“Where the word of a king is, there is power: and who may say unto him, What doest thou?” (Ecc. 8:4). Kings in the Old Testament, both Hebrew and non-Hebrew, had great power. Defying a king usually meant suffering a swift execution. In fact, one could be put to death under the Persian king Ahasuerus’ rule by simply walking into the inner court of his palace without an invitation (Esther 5:11).
Nebuchadnezzar was the most powerful man on earth during his reign. As king of the mighty Babylonian empire, his authority had few limits. He was used to getting his way. Who would dare to defy an order from a man with this kind of power? Yet this is what three young Hebrew men did. Nebuchadnezzar made a large image of gold which many believe was a statue of himself. At the dedication of this image a herald announced that everyone present was to fall down and worship it. The penalty for refusing to pay homage was a gruesome death in a furnace of fire. Shadrach, Meshach and Abednego would not bow to the image. When certain Chaldeans reported their actions to Nebuchadnezzar, the proud and mighty king was furious and had these Jews brought before him.

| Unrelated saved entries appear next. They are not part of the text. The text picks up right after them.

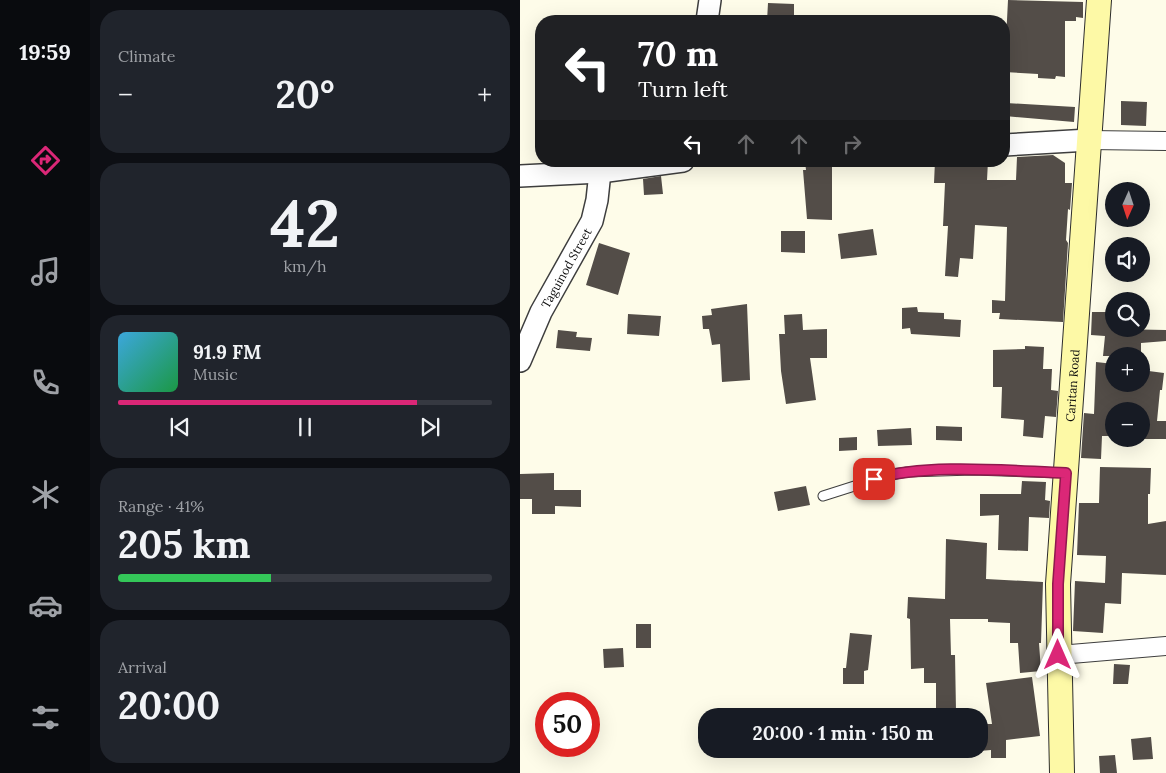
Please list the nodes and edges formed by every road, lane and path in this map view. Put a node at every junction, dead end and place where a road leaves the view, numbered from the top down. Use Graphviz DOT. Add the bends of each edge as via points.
graph roads {
  1 [pos="710,0"];
  2 [pos="1099,0"];
  3 [pos="708,15"];
  4 [pos="1089,140"];
  5 [pos="1166,142"];
  6 [pos="1010,144"];
  7 [pos="638,167"];
  8 [pos="600,172"];
  9 [pos="520,176"];
  10 [pos="520,361"];
  11 [pos="1066,473"];
  12 [pos="823,496"];
  13 [pos="1166,646"];
  14 [pos="1058,655"];
  15 [pos="1062,773"];
  1 -- 3 [label="street"];
  2 -- 4 [label="main road, Caritan Road"];
  4 -- 5 [label="street"];
  4 -- 6 [label="street"];
  4 -- 11 [label="main road, Caritan Road"];
  7 -- 8 [label="street"];
  8 -- 9 [label="street"];
  8 -- 10 [label="street, Taguinod Street" via="592,221 541,312"];
  11 -- 12 [label="lane" via="907,472"];
  11 -- 14 [label="main road, Caritan Road" via="1058,584"];
  13 -- 14 [label="street"];
  14 -- 15 [label="main road, Caritan Road"];
}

Unlike one might expect, Nebuchadnezzar did not immediately have them executed. Instead, he gave them another chance. Was there a warm place in his heart toward the Hebrews, or was Nebuchadnezzar so determined to make them do as he said that he didn’t care if he looked soft by not carrying out the penalty? Whatever the reason, the king offered them a second chance to worship the image and assured them it would be their last. But Shadrach, Meshach, and Abednego refused: “Be it known unto thee, O king, that we will not serve thy gods, nor worship the golden image which thou hast set up” (Dan. 3:18)
Before they refused his offer, Nebuchadnezzar thought he could intimidate them. He had a confident look on his face. He had surely made threats before and made good on them when he saw fit. But these three God-fearing Jews were different. If they had to choose between obeying God and obeying the king, they would obey God and suffer the consequences. Their refusal to obey the king made Nebuchadnezzar even more furious. His look of confidence changed into a countenance full of rage (Dan. 3:19). He was so angry that he was almost beside himself as he commanded his men to heat the furnace seven times hotter than usual and to cast these Jews into the fire. They had offended, embarrassed, and defied the king, and Nebuchadnezzar was determined to make them pay.
We remember how the story in Daniel 3 ended. God saved Shadrach, Meshach, and Abednego from the fire and Nebuchadnezzar had a change of mind. This story is a thrilling example of God delivering His people. It is also a lesson in human nature. It is not good for anyone to get his way most of the time. A man who does easily becomes ungrateful and arrogant. He gets so used to having his way that he explodes like Nebuchadnezzar when anybody refuses him or disagrees with him.
I am not speaking of the rightful use of authority in government, the home, or the church. I am talking about the expectation that other people and even the circumstances of life will accommodate a person whenever and however he wants. This attitude is ridiculous, of course. There are too many variables in life for a person to think that he will have his way just because he wants it. People have a mind of their own. Circumstances change. Life does not bow down to us just because we want something from it.
This expectation is foolish but common. Somehow people get the idea that the world is here to serve them. They expect to have their way and they expect others to give it to them for no other reason than the fact that they said it. People like this are menaces in marriage, trouble to any church that is unfortunate enough to have them, and thorns in the sides of people that have to work with them.
Where do people get this attitude? Most often they get it from parents who let them run the house when they were children and led them to believe life is some kind of wonderland that will always be just what they want it to be. Now they are grown and act like Nebuchadnezzar when they don’t get their way.
Nebuchadnezzar had to go through much fear and pain before he learned to be humble. What will it take to humble the kings and queens of this spoiled generation?